> Material for the task:
>>>>
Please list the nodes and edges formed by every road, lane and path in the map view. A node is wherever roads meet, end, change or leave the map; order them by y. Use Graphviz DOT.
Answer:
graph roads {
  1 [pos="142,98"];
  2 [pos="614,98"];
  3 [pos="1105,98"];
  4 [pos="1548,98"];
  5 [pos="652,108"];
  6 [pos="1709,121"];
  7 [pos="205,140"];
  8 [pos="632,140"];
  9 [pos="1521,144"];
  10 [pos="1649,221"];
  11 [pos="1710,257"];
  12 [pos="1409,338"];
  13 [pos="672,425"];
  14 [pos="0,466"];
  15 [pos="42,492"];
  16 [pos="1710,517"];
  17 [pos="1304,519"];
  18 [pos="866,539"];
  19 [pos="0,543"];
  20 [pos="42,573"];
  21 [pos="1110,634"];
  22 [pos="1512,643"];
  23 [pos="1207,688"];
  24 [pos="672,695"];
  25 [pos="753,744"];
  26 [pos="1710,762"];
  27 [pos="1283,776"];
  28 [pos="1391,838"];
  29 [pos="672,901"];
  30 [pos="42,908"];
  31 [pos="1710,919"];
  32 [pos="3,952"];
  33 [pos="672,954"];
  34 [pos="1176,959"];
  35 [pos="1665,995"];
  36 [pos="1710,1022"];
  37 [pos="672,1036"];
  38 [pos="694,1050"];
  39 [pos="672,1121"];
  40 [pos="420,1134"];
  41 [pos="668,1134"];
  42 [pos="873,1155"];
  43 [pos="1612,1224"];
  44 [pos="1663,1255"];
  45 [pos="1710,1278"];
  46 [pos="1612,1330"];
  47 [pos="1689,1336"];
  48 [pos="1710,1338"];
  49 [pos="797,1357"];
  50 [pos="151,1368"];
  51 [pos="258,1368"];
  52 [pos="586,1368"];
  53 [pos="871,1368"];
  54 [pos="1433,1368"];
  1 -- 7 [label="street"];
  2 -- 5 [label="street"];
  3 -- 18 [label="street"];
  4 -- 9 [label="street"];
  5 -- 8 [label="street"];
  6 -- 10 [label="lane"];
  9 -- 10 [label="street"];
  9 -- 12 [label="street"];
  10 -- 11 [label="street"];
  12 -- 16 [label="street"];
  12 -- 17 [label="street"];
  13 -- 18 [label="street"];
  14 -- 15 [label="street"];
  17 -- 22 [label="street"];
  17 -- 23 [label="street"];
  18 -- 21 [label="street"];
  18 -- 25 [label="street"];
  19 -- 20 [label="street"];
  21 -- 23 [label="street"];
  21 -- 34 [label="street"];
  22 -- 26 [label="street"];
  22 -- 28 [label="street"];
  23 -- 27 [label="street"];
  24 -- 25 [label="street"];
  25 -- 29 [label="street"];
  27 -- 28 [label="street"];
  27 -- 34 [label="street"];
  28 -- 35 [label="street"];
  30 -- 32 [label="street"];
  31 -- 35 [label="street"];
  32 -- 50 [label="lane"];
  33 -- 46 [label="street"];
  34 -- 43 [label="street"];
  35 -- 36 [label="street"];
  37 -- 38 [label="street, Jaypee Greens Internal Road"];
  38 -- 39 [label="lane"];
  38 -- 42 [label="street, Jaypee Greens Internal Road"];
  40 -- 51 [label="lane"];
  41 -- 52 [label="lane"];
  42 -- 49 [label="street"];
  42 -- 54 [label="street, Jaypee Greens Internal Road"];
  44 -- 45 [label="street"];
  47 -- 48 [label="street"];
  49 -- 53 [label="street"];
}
<<<<
> Work request:
In the entries above, how many lines contain the string "roads"? Say only the number.

> Output for this task:
2